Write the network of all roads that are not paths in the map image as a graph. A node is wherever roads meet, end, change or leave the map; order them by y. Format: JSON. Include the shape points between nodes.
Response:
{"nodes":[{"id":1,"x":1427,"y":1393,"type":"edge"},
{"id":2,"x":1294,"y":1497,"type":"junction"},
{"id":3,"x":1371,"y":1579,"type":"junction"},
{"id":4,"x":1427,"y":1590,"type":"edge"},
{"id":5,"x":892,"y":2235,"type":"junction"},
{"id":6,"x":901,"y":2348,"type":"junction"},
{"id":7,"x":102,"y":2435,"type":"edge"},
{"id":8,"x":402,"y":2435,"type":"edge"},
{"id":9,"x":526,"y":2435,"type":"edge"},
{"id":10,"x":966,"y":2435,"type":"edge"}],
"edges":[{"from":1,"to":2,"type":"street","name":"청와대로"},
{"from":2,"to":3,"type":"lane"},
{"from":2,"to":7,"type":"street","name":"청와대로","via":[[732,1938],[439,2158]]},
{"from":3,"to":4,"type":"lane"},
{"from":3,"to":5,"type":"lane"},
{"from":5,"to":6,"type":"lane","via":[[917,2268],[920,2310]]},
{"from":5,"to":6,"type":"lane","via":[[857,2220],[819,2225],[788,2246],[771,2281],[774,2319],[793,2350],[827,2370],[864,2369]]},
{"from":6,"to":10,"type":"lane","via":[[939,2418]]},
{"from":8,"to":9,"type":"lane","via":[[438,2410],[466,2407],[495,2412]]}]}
■ ■ ■ ■
Directions:
Quote all the records. Keep every word exact.

Solution to the problem:
Write the network of all roads that are not paths in the map image as a graph. A node is wherever roads meet, end, change or leave the map; order them by y. Format: JSON. Include the shape points between nodes.
Response:
{"nodes":[{"id":1,"x":1427,"y":1393,"type":"edge"},
{"id":2,"x":1294,"y":1497,"type":"junction"},
{"id":3,"x":1371,"y":1579,"type":"junction"},
{"id":4,"x":1427,"y":1590,"type":"edge"},
{"id":5,"x":892,"y":2235,"type":"junction"},
{"id":6,"x":901,"y":2348,"type":"junction"},
{"id":7,"x":102,"y":2435,"type":"edge"},
{"id":8,"x":402,"y":2435,"type":"edge"},
{"id":9,"x":526,"y":2435,"type":"edge"},
{"id":10,"x":966,"y":2435,"type":"edge"}],
"edges":[{"from":1,"to":2,"type":"street","name":"청와대로"},
{"from":2,"to":3,"type":"lane"},
{"from":2,"to":7,"type":"street","name":"청와대로","via":[[732,1938],[439,2158]]},
{"from":3,"to":4,"type":"lane"},
{"from":3,"to":5,"type":"lane"},
{"from":5,"to":6,"type":"lane","via":[[917,2268],[920,2310]]},
{"from":5,"to":6,"type":"lane","via":[[857,2220],[819,2225],[788,2246],[771,2281],[774,2319],[793,2350],[827,2370],[864,2369]]},
{"from":6,"to":10,"type":"lane","via":[[939,2418]]},
{"from":8,"to":9,"type":"lane","via":[[438,2410],[466,2407],[495,2412]]}]}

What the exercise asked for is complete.